> [Exercise]
No pictures are to be included when the entries below are reproduced exactly.

::: Data listing

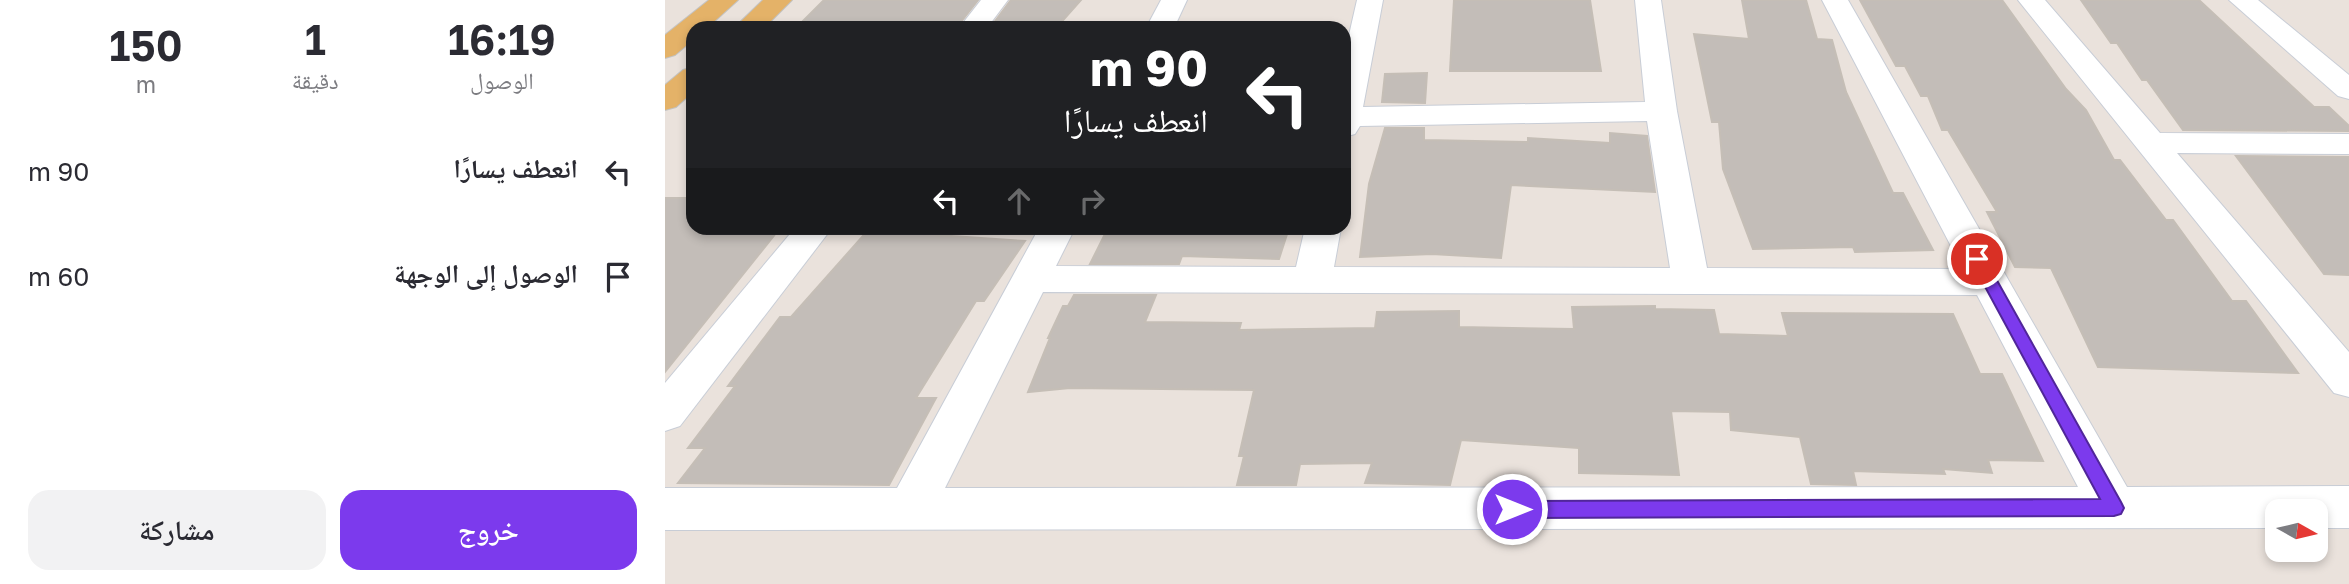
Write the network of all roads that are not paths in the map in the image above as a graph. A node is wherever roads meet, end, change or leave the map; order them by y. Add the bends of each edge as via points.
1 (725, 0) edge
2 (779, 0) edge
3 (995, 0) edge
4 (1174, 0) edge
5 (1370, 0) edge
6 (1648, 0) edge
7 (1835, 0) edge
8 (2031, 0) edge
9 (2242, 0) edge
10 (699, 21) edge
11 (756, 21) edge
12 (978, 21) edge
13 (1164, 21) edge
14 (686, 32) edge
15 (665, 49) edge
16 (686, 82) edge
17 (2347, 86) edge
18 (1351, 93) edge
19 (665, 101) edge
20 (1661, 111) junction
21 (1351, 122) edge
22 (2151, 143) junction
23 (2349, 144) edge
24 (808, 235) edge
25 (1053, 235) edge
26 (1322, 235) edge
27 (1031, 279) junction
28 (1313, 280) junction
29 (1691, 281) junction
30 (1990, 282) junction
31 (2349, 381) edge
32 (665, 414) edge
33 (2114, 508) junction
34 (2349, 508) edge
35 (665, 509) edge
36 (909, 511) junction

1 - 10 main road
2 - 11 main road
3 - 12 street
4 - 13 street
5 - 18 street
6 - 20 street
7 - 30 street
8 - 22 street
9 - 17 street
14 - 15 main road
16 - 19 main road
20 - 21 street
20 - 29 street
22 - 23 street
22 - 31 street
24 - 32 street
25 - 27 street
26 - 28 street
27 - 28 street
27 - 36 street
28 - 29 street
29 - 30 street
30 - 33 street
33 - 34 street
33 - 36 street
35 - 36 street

::::::

> [Result]
Write the network of all roads that are not paths in the map in the image above as a graph. A node is wherever roads meet, end, change or leave the map; order them by y. Add the bends of each edge as via points.
1 (725, 0) edge
2 (779, 0) edge
3 (995, 0) edge
4 (1174, 0) edge
5 (1370, 0) edge
6 (1648, 0) edge
7 (1835, 0) edge
8 (2031, 0) edge
9 (2242, 0) edge
10 (699, 21) edge
11 (756, 21) edge
12 (978, 21) edge
13 (1164, 21) edge
14 (686, 32) edge
15 (665, 49) edge
16 (686, 82) edge
17 (2347, 86) edge
18 (1351, 93) edge
19 (665, 101) edge
20 (1661, 111) junction
21 (1351, 122) edge
22 (2151, 143) junction
23 (2349, 144) edge
24 (808, 235) edge
25 (1053, 235) edge
26 (1322, 235) edge
27 (1031, 279) junction
28 (1313, 280) junction
29 (1691, 281) junction
30 (1990, 282) junction
31 (2349, 381) edge
32 (665, 414) edge
33 (2114, 508) junction
34 (2349, 508) edge
35 (665, 509) edge
36 (909, 511) junction

1 - 10 main road
2 - 11 main road
3 - 12 street
4 - 13 street
5 - 18 street
6 - 20 street
7 - 30 street
8 - 22 street
9 - 17 street
14 - 15 main road
16 - 19 main road
20 - 21 street
20 - 29 street
22 - 23 street
22 - 31 street
24 - 32 street
25 - 27 street
26 - 28 street
27 - 28 street
27 - 36 street
28 - 29 street
29 - 30 street
30 - 33 street
33 - 34 street
33 - 36 street
35 - 36 street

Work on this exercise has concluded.